Task description - What you return should match every record exactly, with the images removed.

======== Material for the task

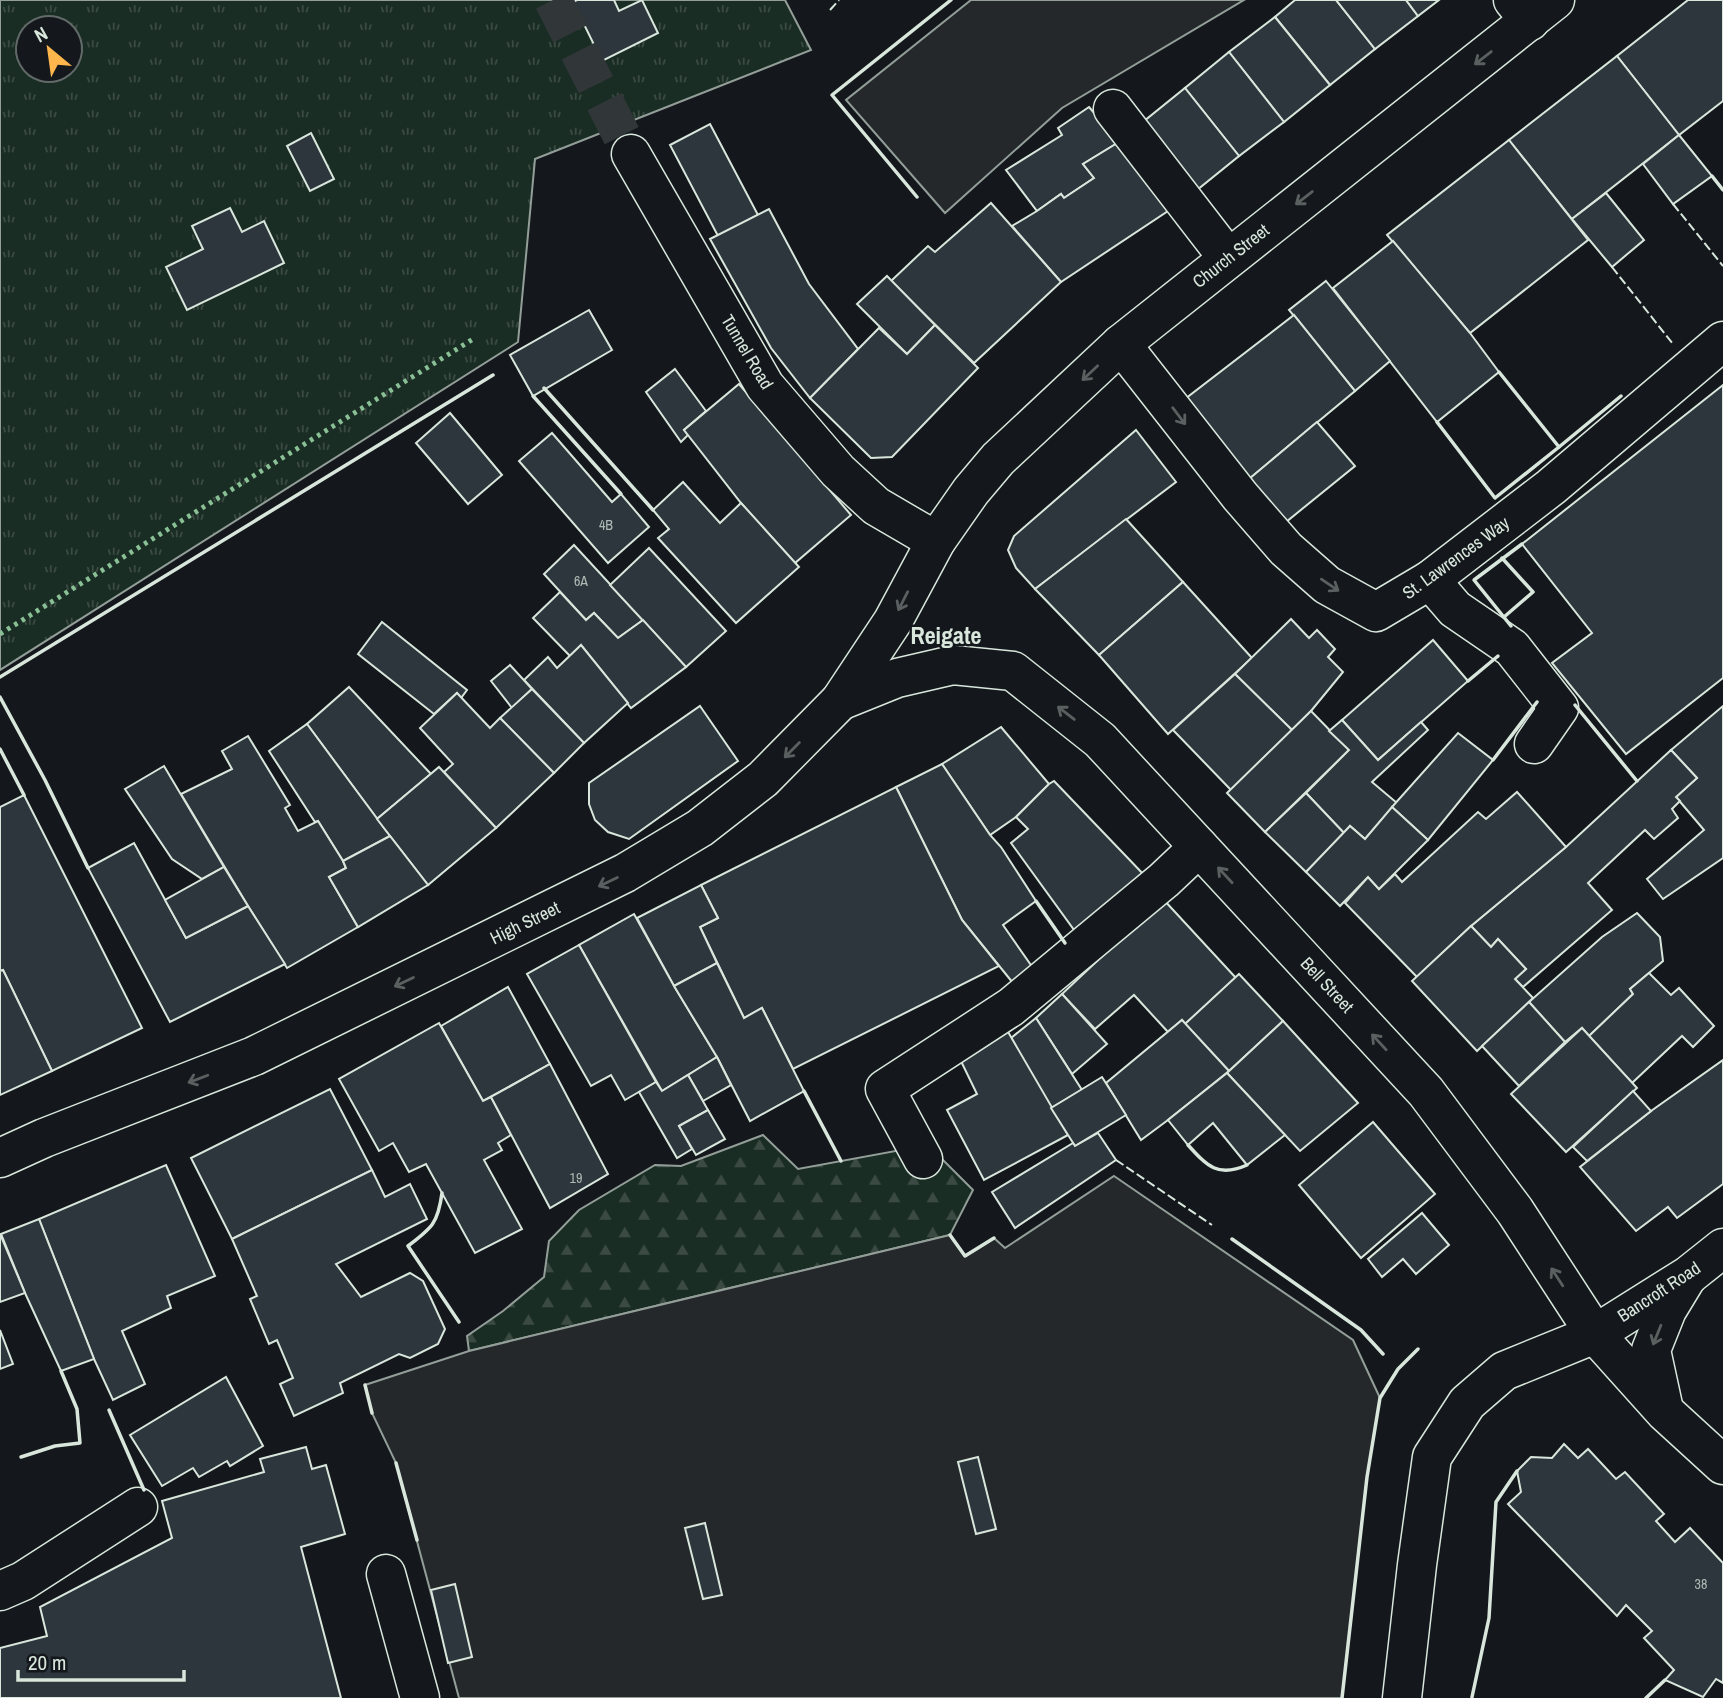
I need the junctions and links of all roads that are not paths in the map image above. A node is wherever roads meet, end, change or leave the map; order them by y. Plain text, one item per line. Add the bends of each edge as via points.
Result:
1 (1533, 7) edge
2 (1113, 109) dead end
3 (631, 154) tunnel mouth
4 (1228, 258) junction
5 (1723, 341) edge
6 (1121, 344) junction
7 (936, 541) junction
8 (1430, 580) junction
9 (840, 701) junction
10 (1534, 744) dead end
11 (1199, 847) junction
12 (0, 1158) edge
13 (923, 1159) dead end
14 (1723, 1248) edge
15 (1689, 1275) junction
16 (1595, 1334) junction
17 (1665, 1412) junction
18 (1723, 1465) edge
19 (138, 1507) dead end
20 (386, 1574) dead end
21 (0, 1591) edge
22 (420, 1698) edge
23 (1402, 1698) edge

1 -> 4 main road, Church Street
2 - 4 main road
3 - 7 main road, Tunnel Road via 765,386 838,471 876,506
4 - 6 main road, Church Street
5 - 8 main road, St. Lawrences Way via 1551,487
6 -> 7 main road, Church Street via 998,459
6 -> 8 main road, St. Lawrences Way via 1240,496 1286,549 1327,585 1376,612
7 -> 9 main road, High Street via 893,621
8 - 10 main road via 1455,609 1512,648 1559,708
11 -> 9 main road, Bell Street via 1100,740 1013,671 953,666 897,678
9 -> 12 main road, High Street via 764,779 700,828 625,873 254,1056
11 - 13 main road via 1011,1007 885,1089
16 -> 11 main road, Bell Street via 1515,1212 1426,1092
14 - 15 main road, Bancroft Road
15 - 16 main road, Bancroft Road
15 -> 17 main road via 1667,1310 1651,1350
16 - 17 main road, Bell Street
16 - 23 main road, Bancroft Road via 1504,1371 1467,1403 1432,1457
17 - 18 main road, Bell Street
19 - 21 main road
20 - 22 main road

================

Problem solution -
I need the junctions and links of all roads that are not paths in the map image above. A node is wherever roads meet, end, change or leave the map; order them by y. Plain text, one item per line. Add the bends of each edge as via points.
Result:
1 (1533, 7) edge
2 (1113, 109) dead end
3 (631, 154) tunnel mouth
4 (1228, 258) junction
5 (1723, 341) edge
6 (1121, 344) junction
7 (936, 541) junction
8 (1430, 580) junction
9 (840, 701) junction
10 (1534, 744) dead end
11 (1199, 847) junction
12 (0, 1158) edge
13 (923, 1159) dead end
14 (1723, 1248) edge
15 (1689, 1275) junction
16 (1595, 1334) junction
17 (1665, 1412) junction
18 (1723, 1465) edge
19 (138, 1507) dead end
20 (386, 1574) dead end
21 (0, 1591) edge
22 (420, 1698) edge
23 (1402, 1698) edge

1 -> 4 main road, Church Street
2 - 4 main road
3 - 7 main road, Tunnel Road via 765,386 838,471 876,506
4 - 6 main road, Church Street
5 - 8 main road, St. Lawrences Way via 1551,487
6 -> 7 main road, Church Street via 998,459
6 -> 8 main road, St. Lawrences Way via 1240,496 1286,549 1327,585 1376,612
7 -> 9 main road, High Street via 893,621
8 - 10 main road via 1455,609 1512,648 1559,708
11 -> 9 main road, Bell Street via 1100,740 1013,671 953,666 897,678
9 -> 12 main road, High Street via 764,779 700,828 625,873 254,1056
11 - 13 main road via 1011,1007 885,1089
16 -> 11 main road, Bell Street via 1515,1212 1426,1092
14 - 15 main road, Bancroft Road
15 - 16 main road, Bancroft Road
15 -> 17 main road via 1667,1310 1651,1350
16 - 17 main road, Bell Street
16 - 23 main road, Bancroft Road via 1504,1371 1467,1403 1432,1457
17 - 18 main road, Bell Street
19 - 21 main road
20 - 22 main road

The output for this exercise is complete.